You are viewing a plain text version of this content. The canonical link for it is here.
Posted to solr-user@lucene.apache.org by Rajesh Nikam <ra...@gmail.com> on 2013/05/27 14:57:47 UTC

using solr for web page classification

Hello,

I am working on implementation of system to categorize URLs/Web Pages.

I would have categories like ...

Adult          Health         Business
Arts           Home           Science

I am looking at how Lucence/Solr could help me out to achive this.
I came across links that mention MoreLikeThis could be of my help.

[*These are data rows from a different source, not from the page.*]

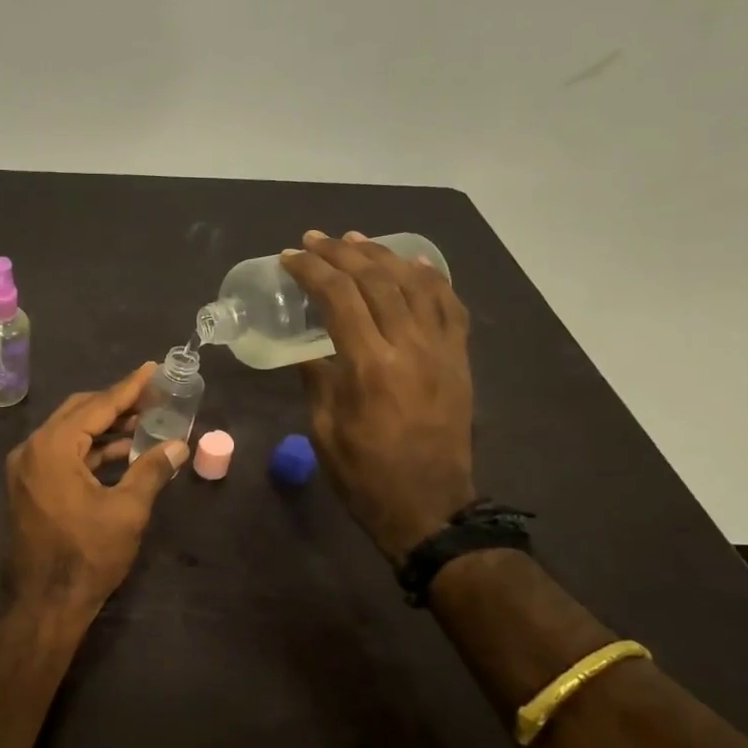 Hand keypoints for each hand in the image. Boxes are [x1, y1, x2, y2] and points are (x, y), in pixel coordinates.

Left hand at [3, 363, 188, 622]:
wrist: (42, 604)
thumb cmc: (86, 555)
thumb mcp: (127, 511)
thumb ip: (152, 470)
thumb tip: (179, 445)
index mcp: (52, 446)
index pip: (97, 404)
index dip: (129, 387)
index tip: (153, 370)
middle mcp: (33, 449)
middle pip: (79, 412)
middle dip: (117, 403)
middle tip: (153, 396)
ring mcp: (27, 469)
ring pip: (70, 434)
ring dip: (105, 428)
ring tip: (145, 423)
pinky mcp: (30, 487)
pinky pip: (63, 455)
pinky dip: (91, 450)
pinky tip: (121, 453)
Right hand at [281, 230, 475, 563]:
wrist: (429, 506)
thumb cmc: (364, 474)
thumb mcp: (324, 429)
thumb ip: (317, 379)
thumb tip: (310, 349)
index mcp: (369, 365)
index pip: (339, 297)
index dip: (311, 270)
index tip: (289, 257)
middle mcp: (409, 346)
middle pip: (376, 280)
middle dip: (341, 253)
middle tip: (314, 240)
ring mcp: (441, 350)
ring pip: (414, 284)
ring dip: (382, 256)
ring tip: (355, 241)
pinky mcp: (459, 359)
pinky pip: (450, 306)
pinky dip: (431, 279)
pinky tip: (413, 265)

I found LucidWorks Search of help for me as it has done installation for
Jetty, Solr in few clicks.

Importing data and Query was also straight forward.

 My question is:

 - I have pre-defined list of categories for which I would have webpages +
documents that could be stored in solr index assigned with category

 - have input processors like on each page

         Text extractor (from HTML, PDF, Office format)
         Text language detection
         Standard text processors - stemming, remove stopwords, lowwercase
etc
         Title extractor
    Summary extractor
    Field mapping
    Header and footer remover

 - All these document could be processed and stored in Solr Index with
known category

 - When new request comes I need to for MLT or solr Query based on content
of webpage and get similar documents.
 Based on results I could reply back with top 3 categories.


 Please let me know if using solr for this problem in correct way ?
 If yes how to go with the forming query based on web page contents ?

Thanks
Rajesh